Худой, как бы обугленный внутренним горением, старик разложил кипы исписанных карточек и поднял глаза. Минуту пристально смотрел на нас сквозь очки, потом начал говорить:
– Многие совершенно не представляют себе, что без этнографии, без ее данных, классификации и сообщений, нет и не может быть науки о человечестве, его культуре, пространстве и времени. Проще говоря, невозможна ни наука, которая именуется историей, ни такая дисциплина, как социология… Величайшая заслуга этнографии в том именно, что она впервые установила конкретное представление о человечестве в целом. Это она, если можно так выразиться, впервые сделала перекличку всех народов планеты… – Он наклонился к своей картотеке, чтобы привести цитаты, доказывающие его мысль. Близко поднося их к очкам, читал, покашливал, перебирая листочки. Он не был оратором, слегка заикался. Слушать его было нелегко, записывать – также.
Я удивилась: что привело сюда всех этих студентов? Почему они слушали, не отрываясь, напряженную и деловитую речь Штернберга? И вскоре поняла, что перед нами – не академическая лекция, а дело жизни этого человека. В этнографию он вкладывал всю свою волю и страсть. Это ощущалось всеми и не могло не зажигать…

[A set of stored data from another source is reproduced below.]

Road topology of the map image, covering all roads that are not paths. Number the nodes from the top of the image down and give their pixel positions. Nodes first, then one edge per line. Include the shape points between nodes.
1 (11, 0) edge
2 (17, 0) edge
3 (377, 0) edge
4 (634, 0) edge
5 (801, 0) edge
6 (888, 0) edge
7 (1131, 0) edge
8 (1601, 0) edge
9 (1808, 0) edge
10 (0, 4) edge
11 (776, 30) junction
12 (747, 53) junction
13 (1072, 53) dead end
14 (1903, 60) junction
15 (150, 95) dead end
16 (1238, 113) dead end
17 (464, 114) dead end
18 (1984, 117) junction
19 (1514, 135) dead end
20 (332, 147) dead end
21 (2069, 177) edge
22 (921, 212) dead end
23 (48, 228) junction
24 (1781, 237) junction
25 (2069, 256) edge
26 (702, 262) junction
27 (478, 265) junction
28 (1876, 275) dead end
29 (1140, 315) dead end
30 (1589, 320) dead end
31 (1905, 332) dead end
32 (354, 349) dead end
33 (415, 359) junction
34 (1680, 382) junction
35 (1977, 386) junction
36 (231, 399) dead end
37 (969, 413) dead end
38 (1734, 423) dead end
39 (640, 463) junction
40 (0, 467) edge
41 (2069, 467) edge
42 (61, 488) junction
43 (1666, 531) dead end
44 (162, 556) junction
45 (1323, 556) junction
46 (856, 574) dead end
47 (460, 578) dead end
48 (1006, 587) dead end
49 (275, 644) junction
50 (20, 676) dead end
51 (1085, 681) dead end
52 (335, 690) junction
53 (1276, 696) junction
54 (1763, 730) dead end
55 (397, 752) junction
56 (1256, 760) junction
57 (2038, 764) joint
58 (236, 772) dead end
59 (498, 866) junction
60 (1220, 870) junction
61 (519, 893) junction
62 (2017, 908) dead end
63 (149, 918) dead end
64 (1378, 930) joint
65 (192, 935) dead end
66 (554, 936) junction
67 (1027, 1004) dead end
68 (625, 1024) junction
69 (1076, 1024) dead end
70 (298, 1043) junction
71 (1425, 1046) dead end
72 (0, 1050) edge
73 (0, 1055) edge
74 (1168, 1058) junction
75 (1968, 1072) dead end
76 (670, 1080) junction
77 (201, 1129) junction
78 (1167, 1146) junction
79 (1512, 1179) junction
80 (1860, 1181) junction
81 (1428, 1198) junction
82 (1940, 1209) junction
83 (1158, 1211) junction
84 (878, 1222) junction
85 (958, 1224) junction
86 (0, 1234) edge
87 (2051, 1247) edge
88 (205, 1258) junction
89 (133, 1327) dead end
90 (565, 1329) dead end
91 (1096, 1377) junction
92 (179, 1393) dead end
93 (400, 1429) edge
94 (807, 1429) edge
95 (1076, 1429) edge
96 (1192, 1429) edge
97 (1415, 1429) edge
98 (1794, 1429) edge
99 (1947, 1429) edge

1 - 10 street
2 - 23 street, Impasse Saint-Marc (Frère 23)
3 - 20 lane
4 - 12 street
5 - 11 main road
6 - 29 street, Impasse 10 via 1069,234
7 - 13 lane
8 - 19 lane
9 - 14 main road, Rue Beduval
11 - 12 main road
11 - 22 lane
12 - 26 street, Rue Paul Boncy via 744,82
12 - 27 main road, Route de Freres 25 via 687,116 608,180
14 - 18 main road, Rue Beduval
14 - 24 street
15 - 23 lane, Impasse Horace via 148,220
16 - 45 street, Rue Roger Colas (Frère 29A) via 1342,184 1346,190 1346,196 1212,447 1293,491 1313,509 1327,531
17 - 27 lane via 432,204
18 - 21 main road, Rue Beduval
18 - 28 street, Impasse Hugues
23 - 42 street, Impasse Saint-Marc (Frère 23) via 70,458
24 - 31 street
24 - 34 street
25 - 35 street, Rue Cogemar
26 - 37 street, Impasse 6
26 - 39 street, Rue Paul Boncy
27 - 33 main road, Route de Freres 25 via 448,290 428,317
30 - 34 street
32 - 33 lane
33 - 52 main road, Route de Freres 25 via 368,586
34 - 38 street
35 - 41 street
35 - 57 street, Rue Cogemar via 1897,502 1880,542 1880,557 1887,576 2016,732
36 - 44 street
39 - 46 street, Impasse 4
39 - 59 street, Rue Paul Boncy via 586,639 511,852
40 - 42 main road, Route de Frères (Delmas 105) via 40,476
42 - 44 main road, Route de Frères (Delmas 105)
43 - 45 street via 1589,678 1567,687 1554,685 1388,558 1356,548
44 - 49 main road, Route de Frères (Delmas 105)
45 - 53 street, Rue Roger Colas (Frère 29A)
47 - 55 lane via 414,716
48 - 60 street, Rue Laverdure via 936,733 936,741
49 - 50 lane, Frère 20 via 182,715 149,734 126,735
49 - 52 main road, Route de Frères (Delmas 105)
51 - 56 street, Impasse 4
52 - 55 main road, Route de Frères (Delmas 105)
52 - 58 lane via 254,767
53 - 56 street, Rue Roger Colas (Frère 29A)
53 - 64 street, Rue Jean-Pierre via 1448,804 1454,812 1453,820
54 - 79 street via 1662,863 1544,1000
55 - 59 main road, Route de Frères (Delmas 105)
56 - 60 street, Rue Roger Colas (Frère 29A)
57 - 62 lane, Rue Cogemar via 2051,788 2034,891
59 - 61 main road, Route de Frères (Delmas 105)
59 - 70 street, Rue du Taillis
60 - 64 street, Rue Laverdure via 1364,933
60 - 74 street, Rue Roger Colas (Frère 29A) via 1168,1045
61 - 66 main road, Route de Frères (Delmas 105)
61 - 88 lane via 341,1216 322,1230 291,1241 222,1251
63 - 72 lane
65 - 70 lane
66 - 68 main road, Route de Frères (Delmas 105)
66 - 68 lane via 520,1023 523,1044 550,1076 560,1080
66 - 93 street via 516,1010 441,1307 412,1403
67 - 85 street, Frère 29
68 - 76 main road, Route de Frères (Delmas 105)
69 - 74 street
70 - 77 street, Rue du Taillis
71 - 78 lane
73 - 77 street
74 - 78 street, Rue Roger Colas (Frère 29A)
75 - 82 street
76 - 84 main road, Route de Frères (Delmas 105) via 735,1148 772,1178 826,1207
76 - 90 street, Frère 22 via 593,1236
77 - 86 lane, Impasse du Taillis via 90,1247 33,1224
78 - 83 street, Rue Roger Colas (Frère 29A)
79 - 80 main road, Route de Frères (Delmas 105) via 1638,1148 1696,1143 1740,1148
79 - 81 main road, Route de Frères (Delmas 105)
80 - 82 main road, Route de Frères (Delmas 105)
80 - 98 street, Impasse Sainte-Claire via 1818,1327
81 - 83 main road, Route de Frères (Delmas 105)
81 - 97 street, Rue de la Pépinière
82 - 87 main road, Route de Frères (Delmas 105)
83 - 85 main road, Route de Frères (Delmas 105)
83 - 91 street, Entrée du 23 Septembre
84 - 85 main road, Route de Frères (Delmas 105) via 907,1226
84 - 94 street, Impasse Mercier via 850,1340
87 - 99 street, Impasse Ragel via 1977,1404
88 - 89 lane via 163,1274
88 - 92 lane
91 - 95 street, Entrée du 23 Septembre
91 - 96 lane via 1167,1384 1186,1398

Темные глаза Штернберга горели.
– За историю обычно принимали отрезок в четыре-пять тысяч лет, относящийся к народам Европы и Средиземноморья. Другие народы считались неполноценными, дикарями. К ним относились свысока. Дикарей нет! У всех есть своя культура, достойная внимания и уважения. Каждый народ что-нибудь дает для всего человечества… Например, древнемексиканская и перуанская культуры были выше и совершеннее, чем у испанских варваров, которые их разрушили. Преимущество испанцев было только в том, что они лучше умели убивать… Этнография учит всматриваться… Этнограф видит все народы принципиально равными и знает, что процесс истории человечества един. Различие лишь в количестве накопленного опыта в зависимости от географических и историко-социальных условий.
Перед нами был не профессор вуза, не оратор, а проповедник истины, несущий понимание законов культуры.
Так я стала этнографом. Лекции Штернберга, Богораза, потом Зеленина…
В. Г. Богораз (Тан) – тоже ссыльный народоволец, как и Штернберг, писатель, журналист, этнограф. Его научные труды – монография по чукчам (три тома на английском языке) была напечатана в Америке… Из ссылки он привез в Петербург кроме научного еще литературный груз: стихи, рассказы, очерки, целые романы и еще неугасшую жажду – дайте додраться!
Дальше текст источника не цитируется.